STORM TRACK: January 31, 1985 (Volume 8 Issue 2)

(This article has been slightly edited to fit this issue of ST. -Editor)

I'd like to suggest one possible source of noise associated with thunderstorms and tornadoes that has been observed by some of your contributors. Chasers have mentioned the 'roaring hailshaft'; but just why should a hailshaft ever roar?

Most of us know that hail production begins in thunderstorms, when updrafts carry condensation high above the freezing level, where it becomss frozen drops. These round, smaller than pea sized, bits manage to be expelled from the sides or top of the updraft and into an existing adjacent downdraft; or just by their own falling mass and drag actually induce a downdraft. Then, depending upon the freezing level and the updrafts/downdrafts, falling hail could pass through the wall of its own spiralling downdraft into an adjacent updraft, carrying supercooled rain. If the draft is strong enough, the hail is again carried upward to cooler altitudes, where the super-cooled rain accretes on the small hail, making it bigger. The process repeats as long as the freezing level, path of hail fall, draft geometry and strength of updrafts continue to cooperate or until the hail pieces eventually become too heavy.

It has been estimated, in various studies, that hail of numerous sizes, shapes, weights and densities fall at a variety of speeds; 15-45 m/s (34-100 mph). These are the approximate terminal velocities or airspeeds of falling hail. An updraft would have to at least equal or exceed these speeds in order to support and vertically circulate hail within a storm. Updrafts of 45 m/s (100 mph) are not uncommon within severe thunderstorms. Nor are downdrafts. Within both the updraft and the downdraft, the hail is still falling downward relative to the air at 15-45 m/s (34-100 mph).

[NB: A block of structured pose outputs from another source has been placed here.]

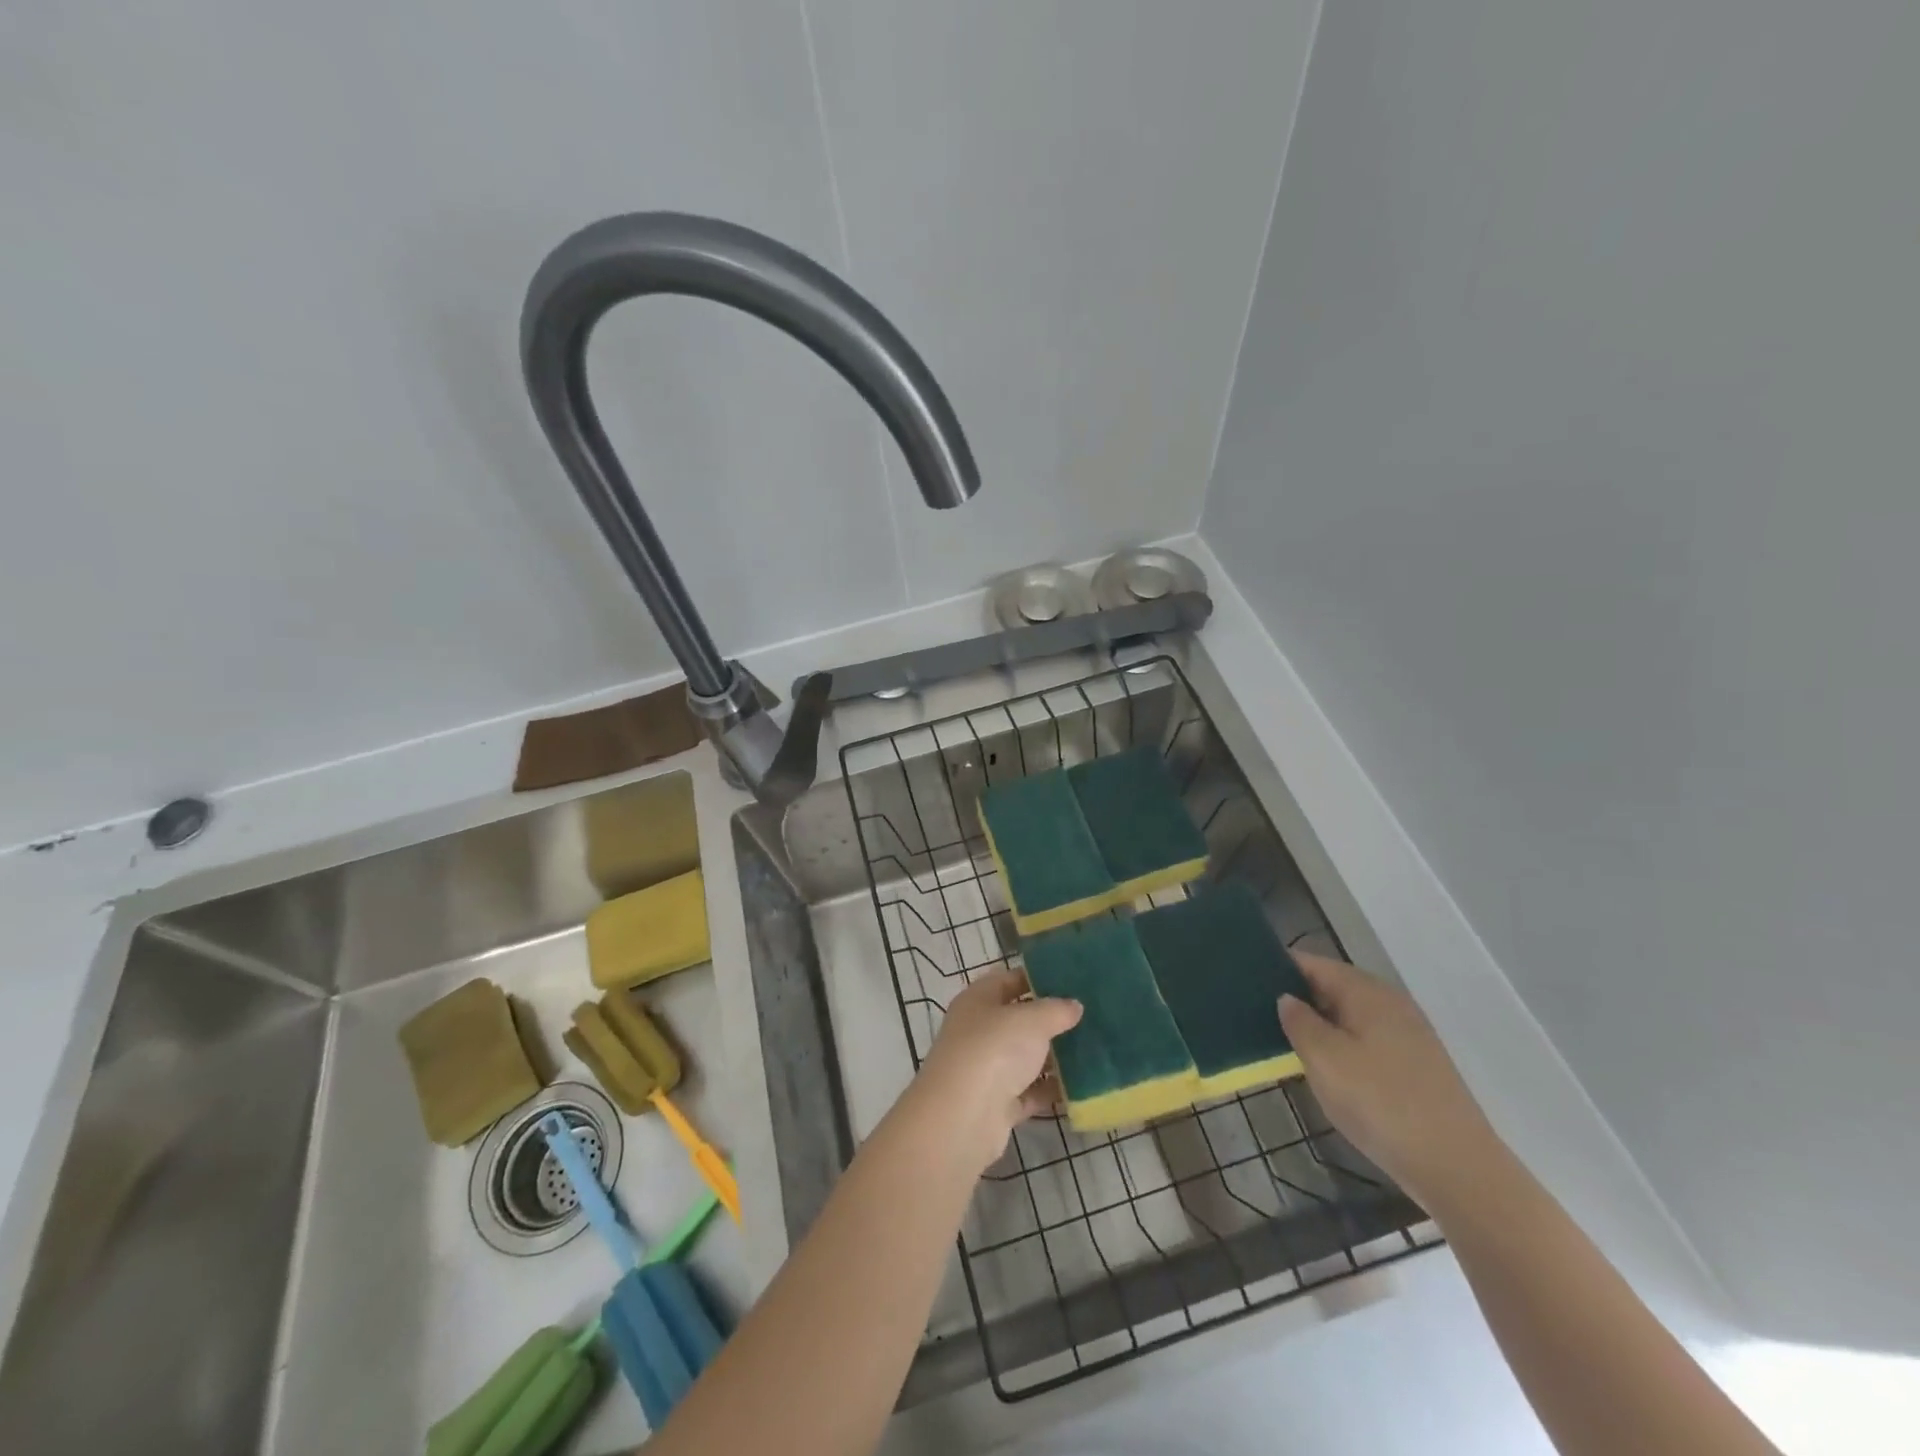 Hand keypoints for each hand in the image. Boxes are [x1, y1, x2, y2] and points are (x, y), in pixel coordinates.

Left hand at [914, 969, 1082, 1173]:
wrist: (963, 1117)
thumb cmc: (994, 1049)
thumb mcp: (1031, 1020)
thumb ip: (1056, 1010)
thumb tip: (1074, 1005)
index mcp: (978, 1000)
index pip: (1009, 979)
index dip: (1038, 977)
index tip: (1073, 980)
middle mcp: (979, 1030)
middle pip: (1019, 1020)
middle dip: (1052, 1019)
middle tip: (1090, 1016)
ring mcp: (987, 1069)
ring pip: (1025, 1057)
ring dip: (1054, 1057)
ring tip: (1093, 1050)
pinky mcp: (997, 1104)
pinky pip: (1030, 1091)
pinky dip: (1051, 1090)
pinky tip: (1081, 1087)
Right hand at [1278, 953, 1499, 1210]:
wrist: (1457, 1168)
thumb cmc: (1381, 1104)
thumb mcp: (1325, 1060)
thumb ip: (1299, 1022)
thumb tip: (1287, 999)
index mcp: (1367, 992)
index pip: (1312, 963)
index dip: (1278, 967)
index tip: (1244, 980)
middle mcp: (1390, 1003)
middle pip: (1332, 986)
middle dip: (1296, 997)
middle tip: (1255, 1014)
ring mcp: (1407, 1035)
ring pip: (1349, 1016)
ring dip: (1318, 1024)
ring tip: (1283, 1042)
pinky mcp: (1416, 1065)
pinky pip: (1365, 1040)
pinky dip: (1341, 1045)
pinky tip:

What kind of noise does hail produce by just falling through the air? Let's imagine, for a moment, that we could safely travel inside a thunderstorm in a flying elevator made of sponge one meter thick. Let's travel downward inside a hail laden downdraft at 45 m/s (100 mph). That will give us an airspeed of 0, because we're traveling with the downdraft. Let's open our sponge door and observe what's happening. First of all there is no beating of hail on our roof or walls, because we were careful to use thick sponge in our elevator construction. But golfball hail is falling right past our door at 36 m/s (80 mph), straight down into the foggy abyss. There is a pervasive, continuous hissing or whooshing sound, mixed with the soft clicking sounds of hail colliding with other hail, due to fall speed differences. The total scene would probably sound not much different than a 10 m/s (22 mph) steady wind, passing through large leafed trees on a summer day. You could just hear this soft sound at a distance of 300-500 meters. This falling hail, therefore, just isn't the major noise producer.

Now, our downdraft is 45 m/s (100 mph) and the hail is falling at an additional 36 m/s (80 mph). That means the hail is descending at 81 m/s (180 mph) relative to the ground. In seconds, at this speed, the hail penetrates an extremely turbulent wall between sloping drafts and is thrust by its own momentum into the midst of an updraft, ascending at 45 m/s (100 mph). Suddenly, the hail has achieved a phenomenal momentary airspeed of 125 m/s (280 mph). And so, just like a tornado vortex with high speed winds that howl around poles, through trees and over houses; so -too- the surging updraft would roar over the insurgent hail for several seconds, until its airspeed is reduced to a comfortable terminal velocity of 36 m/s (80 mph) when the hail again rises within the updraft. The high-speed descending hail may also impact ascending hail with speeds of 89 m/s (200 mph), which could be an additional source of noise. The roar could start as the hail alters the updraft and then fade away, as the hail completes its turn-around. Of course, there is lots of hail that passes in a continuous stream from downdraft to updraft; thousands of pieces every second, achieving tremendous airspeeds, colliding with other hail and creating a roaring din.

The altitude at which hail is being turned around will also be a factor in how loudly the roar can be heard on the ground. If the hail is circulating above the freezing level at high altitude, it may not be heard loudly or at all. However, hail that falls into a strong, freezing updraft at lower levels would generate a more audible roar.

The tornado and the roaring hailshaft seem to produce their sound in the same way. High speed airflow over any object, when broken away from that objects surface in a turbulent, non-laminar way, is a source of noise. The higher the speed, the louder the noise. A tornado can produce a roar by subjecting stationary objects at the earth's surface to high speed airflow (it may also have many other associated noises, such as building materials breaking and colliding). A hailshaft produces its roar by passing frozen objects from downdraft into a high speed updraft airflow."